Available Models

fastcpd-python supports 14 different model families for change point detection, categorized into parametric and nonparametric methods.

Overview

Model Family

Description

Implementation

Key Use Cases

mean

Mean change detection

C++ (fast)

Time series monitoring, sensor data

variance

Variance/covariance change

C++ (fast)

Volatility detection, quality control

meanvariance

Combined mean & variance

C++ (fast)

Comprehensive distributional changes

binomial

Logistic regression

Python + Numba

Binary classification, success rates

poisson

Poisson regression

Python + Numba

Count data, event rates

lm

Linear regression

Python

Continuous outcomes, trend changes

lasso

L1-penalized regression

Python

High-dimensional data, sparse changes

ar

AR(p) autoregressive

Python

Univariate time series

var

VAR(p) vector autoregressive

Python

Multivariate time series

arma

ARMA(p,q) time series

Python (statsmodels)

Stationary time series with MA component

garch

GARCH(p,q) volatility

Python (arch)

Financial volatility, heteroskedasticity

rank

Rank-based (nonparametric)

Python

Distribution-free detection

rbf

RBF kernel (nonparametric)

Python (RFF)

Complex distributional changes

Parametric Models

Mean and Variance Models

Mean Change Detection

Detects changes in the mean of univariate or multivariate data.

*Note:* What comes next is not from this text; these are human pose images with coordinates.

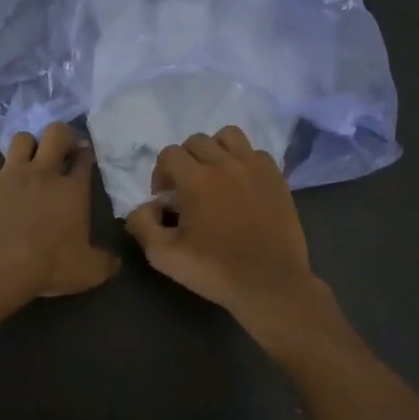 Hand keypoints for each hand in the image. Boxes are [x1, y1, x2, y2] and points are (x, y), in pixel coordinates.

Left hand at [0, 123, 119, 310]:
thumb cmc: (47, 264)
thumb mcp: (87, 272)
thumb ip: (104, 263)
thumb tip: (114, 261)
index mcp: (72, 190)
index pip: (84, 160)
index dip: (85, 154)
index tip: (85, 155)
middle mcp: (43, 174)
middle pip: (55, 133)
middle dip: (62, 134)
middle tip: (62, 148)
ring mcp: (10, 176)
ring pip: (21, 139)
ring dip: (28, 146)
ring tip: (29, 162)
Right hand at [123, 127, 324, 334]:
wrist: (270, 283)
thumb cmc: (215, 269)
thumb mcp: (163, 255)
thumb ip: (142, 224)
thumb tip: (145, 206)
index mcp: (196, 179)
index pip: (169, 153)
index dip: (160, 173)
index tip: (165, 199)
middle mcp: (225, 163)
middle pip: (196, 140)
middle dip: (184, 161)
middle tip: (186, 189)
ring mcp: (255, 167)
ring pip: (229, 136)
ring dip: (215, 150)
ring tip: (214, 176)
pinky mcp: (277, 177)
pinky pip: (256, 153)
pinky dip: (244, 161)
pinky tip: (241, 185)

from fastcpd.segmentation import mean

# Univariate
result = mean(data, beta="MBIC")

# Multivariate (3D)
data_3d = np.random.randn(500, 3)
result = mean(data_3d, beta="MBIC")

Cost Function:

The minimum negative log-likelihood of the multivariate Gaussian model:

\[C(x_{s:t})=\frac{1}{2}\sum_{i=s}^{t}(x_{i}-\overline{x}_{s:t})^{\top}\hat{\Sigma}^{-1}(x_{i}-\overline{x}_{s:t})+\frac{(t-s+1)d}{2}\log(2\pi)+\frac{t-s+1}{2}\log(|\hat{\Sigma}|)\]

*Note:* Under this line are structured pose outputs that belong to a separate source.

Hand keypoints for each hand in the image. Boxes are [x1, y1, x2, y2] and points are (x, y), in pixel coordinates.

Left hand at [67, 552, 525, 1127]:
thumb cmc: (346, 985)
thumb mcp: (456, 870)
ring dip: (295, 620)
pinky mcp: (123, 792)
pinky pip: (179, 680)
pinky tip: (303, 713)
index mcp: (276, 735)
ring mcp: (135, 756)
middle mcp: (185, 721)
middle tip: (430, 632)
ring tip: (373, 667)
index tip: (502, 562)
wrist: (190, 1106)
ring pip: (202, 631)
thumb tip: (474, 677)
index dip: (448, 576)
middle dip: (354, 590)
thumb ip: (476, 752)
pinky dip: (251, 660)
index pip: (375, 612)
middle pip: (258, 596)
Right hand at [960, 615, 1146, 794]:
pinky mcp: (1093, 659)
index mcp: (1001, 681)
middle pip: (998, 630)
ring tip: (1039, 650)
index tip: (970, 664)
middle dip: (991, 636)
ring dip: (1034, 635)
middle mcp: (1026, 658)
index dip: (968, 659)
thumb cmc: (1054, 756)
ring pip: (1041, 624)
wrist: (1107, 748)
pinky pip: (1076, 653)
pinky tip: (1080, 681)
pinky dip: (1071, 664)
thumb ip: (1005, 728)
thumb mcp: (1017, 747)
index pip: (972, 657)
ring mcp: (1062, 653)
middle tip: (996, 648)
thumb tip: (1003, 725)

where \(\overline{x}_{s:t} = (t-s+1)^{-1}\sum_{i=s}^{t}x_{i}\) is the segment mean and \(\hat{\Sigma}\) is the Rice estimator for the covariance matrix.

Parameters:

  • None required (dimensionality inferred from data)

Implementation: C++ core for computational efficiency

Variance Change Detection

Detects changes in variance/covariance structure.

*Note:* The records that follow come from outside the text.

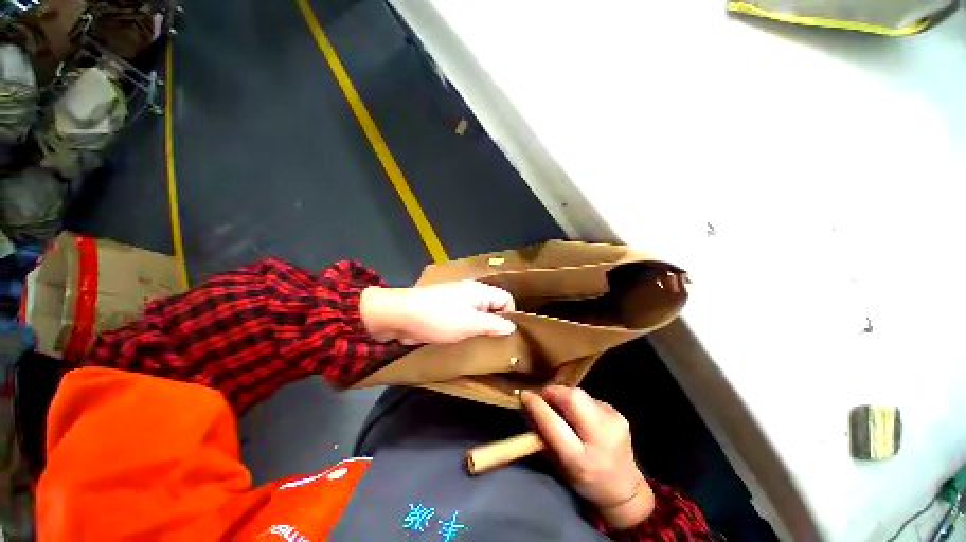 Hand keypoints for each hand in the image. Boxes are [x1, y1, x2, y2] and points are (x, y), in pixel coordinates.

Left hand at [360, 281, 515, 344]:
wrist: (400, 317)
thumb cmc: (438, 318)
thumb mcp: (470, 323)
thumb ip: (493, 325)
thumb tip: (513, 327)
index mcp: (479, 291)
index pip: (506, 299)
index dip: (511, 315)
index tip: (508, 336)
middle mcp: (471, 295)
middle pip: (493, 308)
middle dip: (497, 325)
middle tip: (499, 346)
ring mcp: (458, 304)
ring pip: (479, 317)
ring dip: (482, 331)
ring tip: (485, 348)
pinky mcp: (447, 314)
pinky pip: (466, 322)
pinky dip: (469, 332)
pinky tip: (469, 345)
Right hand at [522, 386, 654, 529]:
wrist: (624, 490)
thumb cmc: (584, 481)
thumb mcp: (558, 465)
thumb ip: (542, 435)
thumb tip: (527, 407)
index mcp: (580, 460)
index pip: (554, 424)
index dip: (537, 405)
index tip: (525, 395)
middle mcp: (600, 439)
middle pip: (573, 398)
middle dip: (554, 392)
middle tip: (544, 396)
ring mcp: (614, 425)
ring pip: (581, 394)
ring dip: (566, 395)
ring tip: (561, 405)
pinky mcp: (620, 416)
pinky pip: (591, 398)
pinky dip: (580, 401)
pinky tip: (579, 413)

from fastcpd.segmentation import variance

result = variance(data, beta="MBIC")

Cost Function:

Detects changes in the covariance matrix, assuming a fixed but unknown mean vector:

\[C(x_{s:t})=\frac{t-s+1}{2}\left\{d\log(2\pi)+d+\log\left(\left|\frac{1}{t-s+1}\sum_{i=s}^{t}(x_{i}-\overline{x}_{1:T})(x_{i}-\overline{x}_{1:T})^{\top}\right|\right)\right\}\]

where \(\overline{x}_{1:T}\) is the mean estimated over the entire data sequence (not just the segment).

Mean and Variance Change Detection

Detects changes in both mean and variance simultaneously.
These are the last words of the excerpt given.